Task objective: Collect from the data below each line with "name".

Provided records:
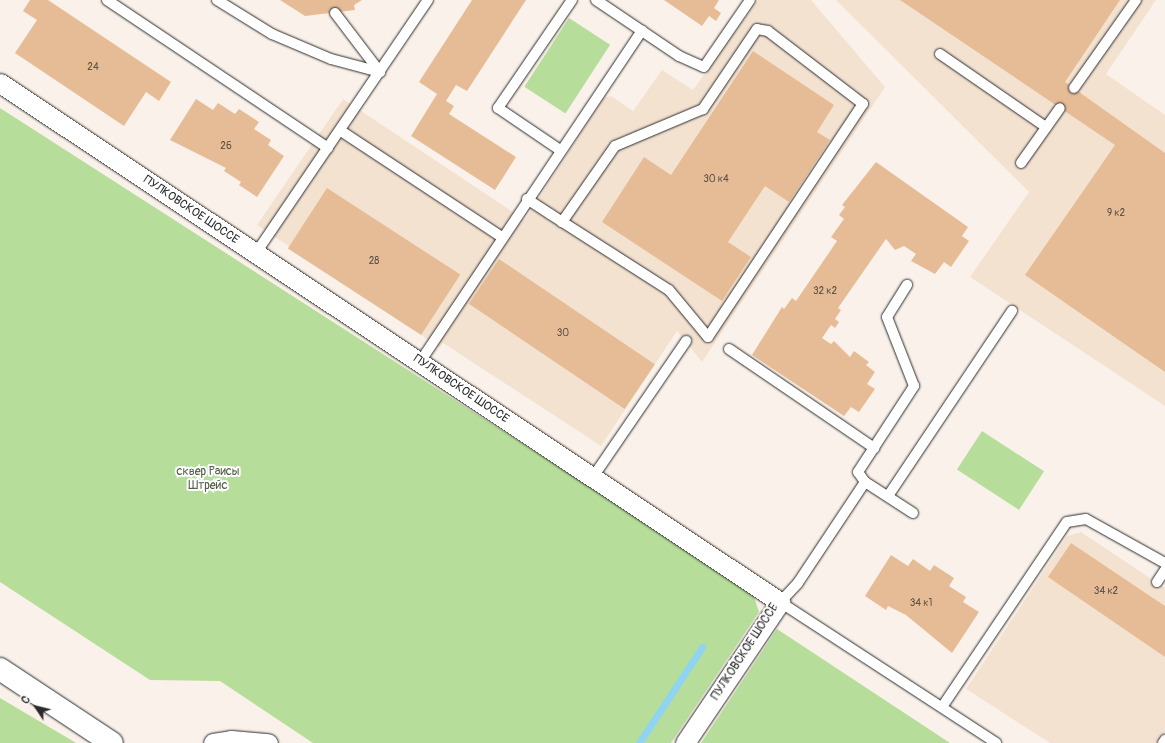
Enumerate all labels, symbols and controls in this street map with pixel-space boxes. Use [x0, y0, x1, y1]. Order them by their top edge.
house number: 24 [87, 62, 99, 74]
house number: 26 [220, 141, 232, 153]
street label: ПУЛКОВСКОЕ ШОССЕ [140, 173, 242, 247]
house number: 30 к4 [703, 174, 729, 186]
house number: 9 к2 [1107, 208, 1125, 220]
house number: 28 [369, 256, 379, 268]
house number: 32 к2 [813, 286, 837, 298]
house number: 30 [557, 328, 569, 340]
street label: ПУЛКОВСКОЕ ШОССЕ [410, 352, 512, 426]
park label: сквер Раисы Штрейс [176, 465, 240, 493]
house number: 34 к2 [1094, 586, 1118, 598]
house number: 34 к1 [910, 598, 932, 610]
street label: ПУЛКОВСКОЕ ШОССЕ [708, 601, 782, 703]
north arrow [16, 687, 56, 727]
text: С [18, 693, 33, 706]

==

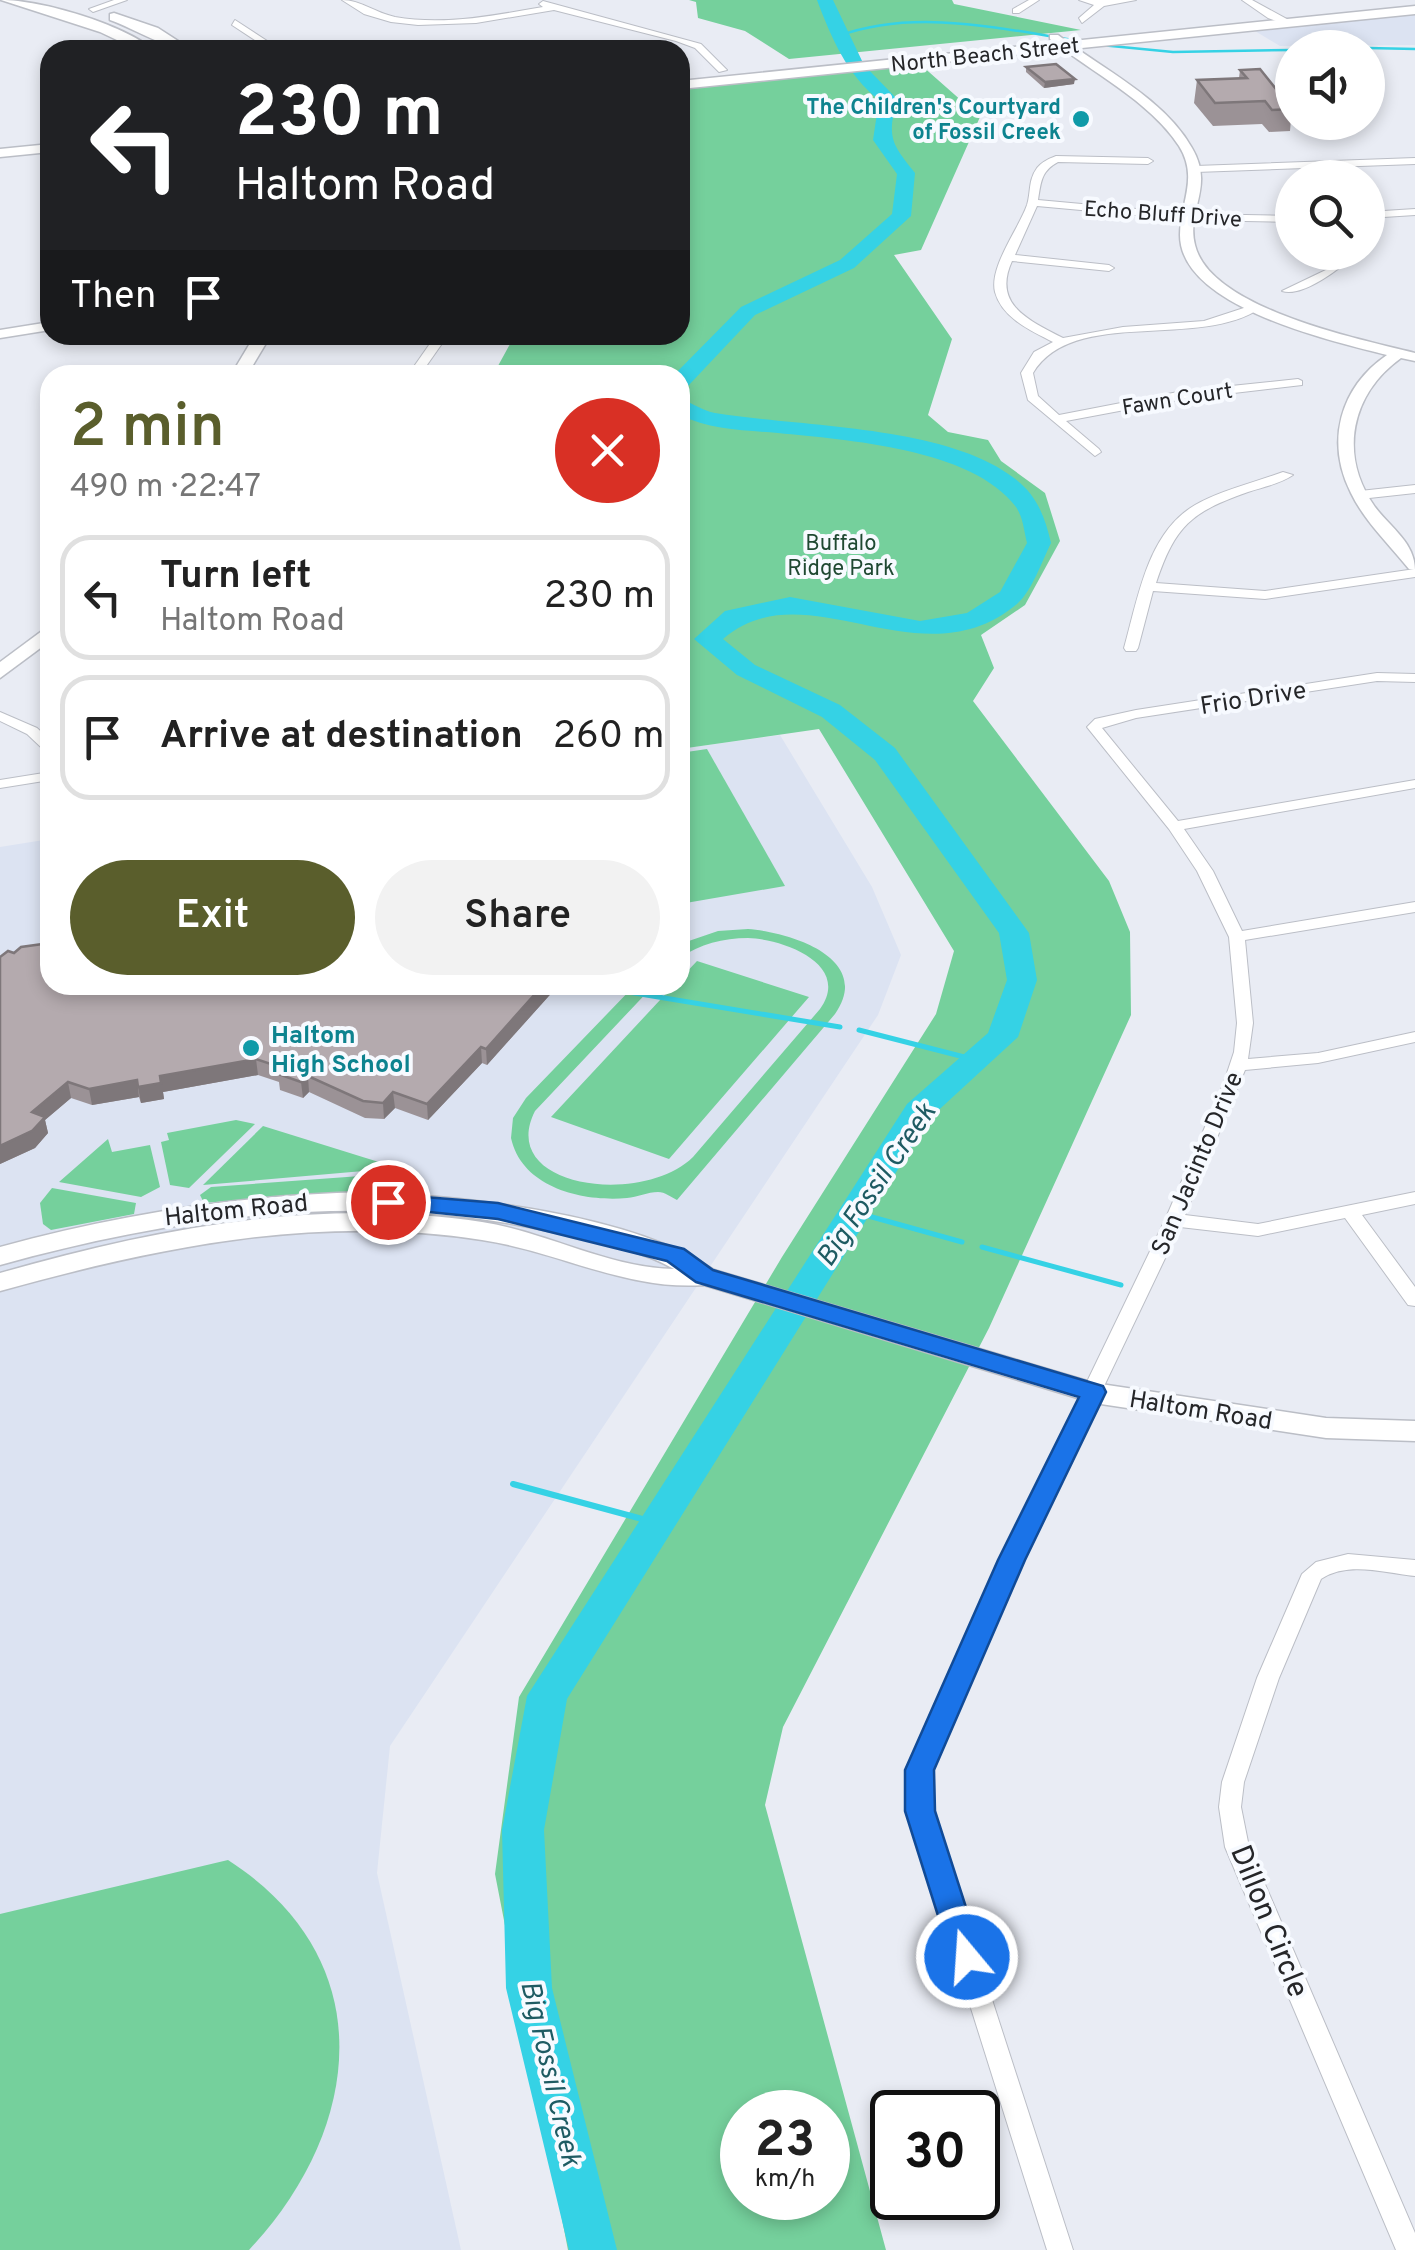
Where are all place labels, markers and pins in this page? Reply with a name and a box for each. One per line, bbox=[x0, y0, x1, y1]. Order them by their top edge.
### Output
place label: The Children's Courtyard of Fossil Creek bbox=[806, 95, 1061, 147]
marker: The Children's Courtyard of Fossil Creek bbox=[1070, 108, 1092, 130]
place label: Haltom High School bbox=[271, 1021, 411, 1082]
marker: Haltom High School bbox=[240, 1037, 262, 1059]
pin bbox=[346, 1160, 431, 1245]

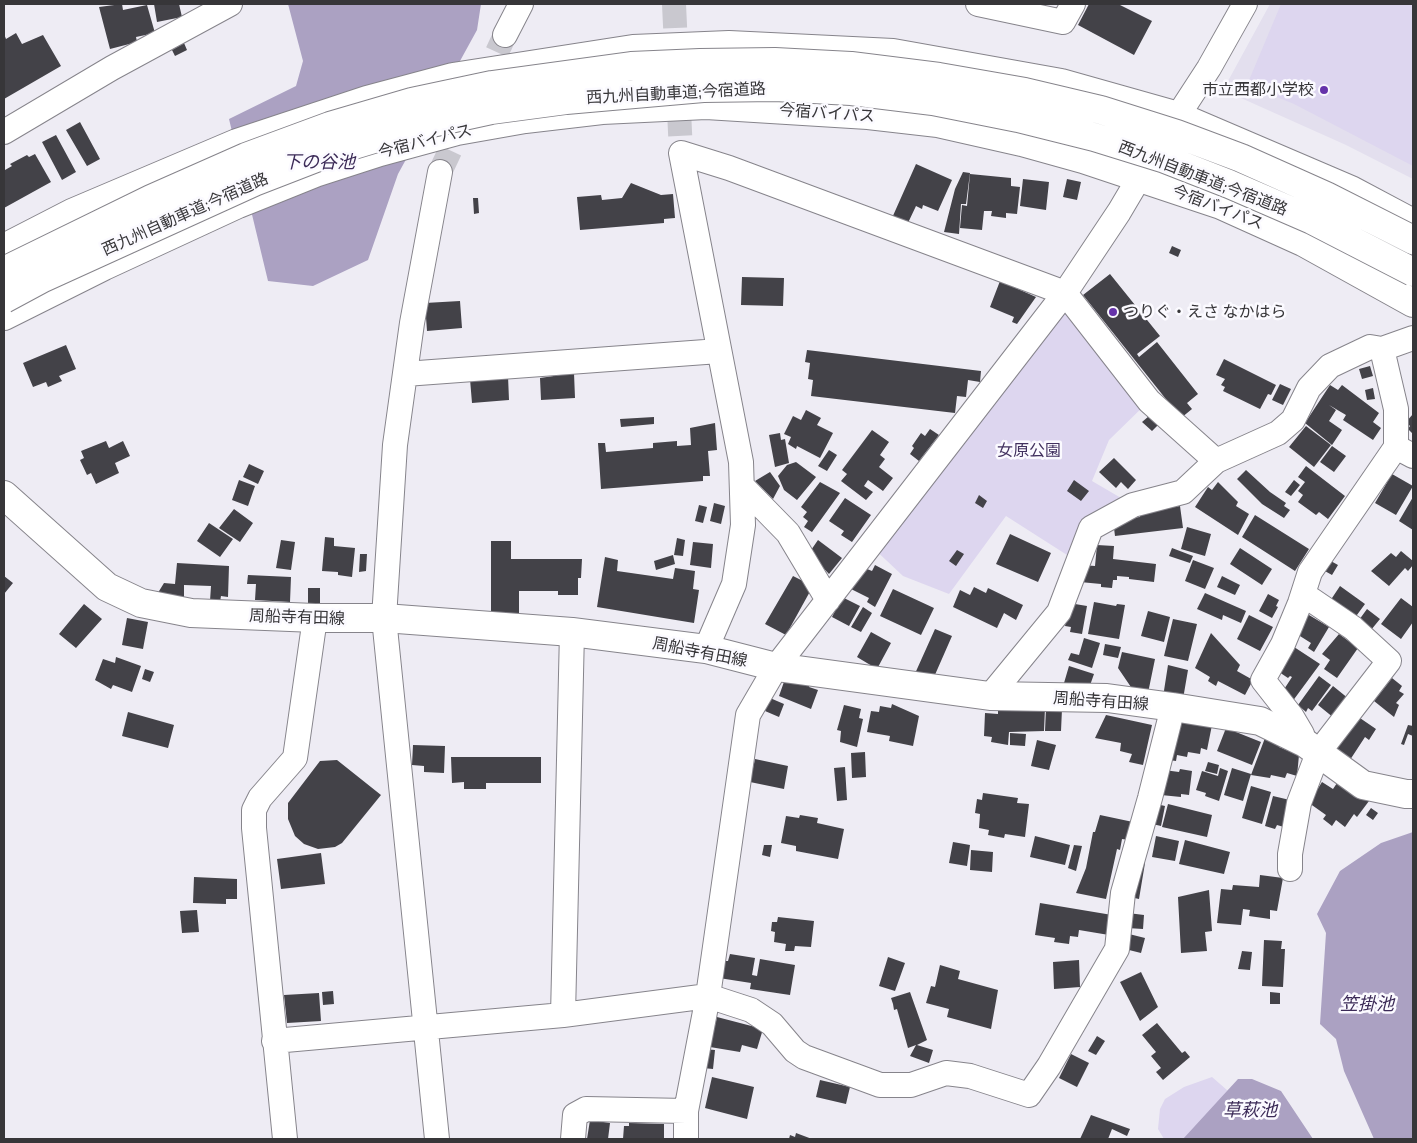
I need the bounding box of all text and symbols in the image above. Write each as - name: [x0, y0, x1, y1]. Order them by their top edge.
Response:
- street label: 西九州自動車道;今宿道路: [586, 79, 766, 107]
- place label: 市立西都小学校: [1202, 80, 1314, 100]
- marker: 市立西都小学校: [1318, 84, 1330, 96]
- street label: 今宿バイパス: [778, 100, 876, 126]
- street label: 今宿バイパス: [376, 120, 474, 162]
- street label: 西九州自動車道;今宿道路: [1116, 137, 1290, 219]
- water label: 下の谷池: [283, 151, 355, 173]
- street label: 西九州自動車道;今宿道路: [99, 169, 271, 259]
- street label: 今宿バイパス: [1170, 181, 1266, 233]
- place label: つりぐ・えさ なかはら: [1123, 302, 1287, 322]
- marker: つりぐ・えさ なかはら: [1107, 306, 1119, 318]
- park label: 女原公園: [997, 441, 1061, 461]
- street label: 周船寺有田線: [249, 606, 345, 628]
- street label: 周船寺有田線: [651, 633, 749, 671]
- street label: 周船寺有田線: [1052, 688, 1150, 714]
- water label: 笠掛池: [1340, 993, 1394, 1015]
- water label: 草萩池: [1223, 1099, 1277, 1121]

Your solution:
Where are all place labels, markers and pins in this page? Reply with a name and a box for each. One per line, bbox=[x0, y0, x1, y1]. Order them by their top edge.
I need the bounding box of all text and symbols in the image above. Write each as - name: [x0, y0, x1, y1]. Order them by their top edge.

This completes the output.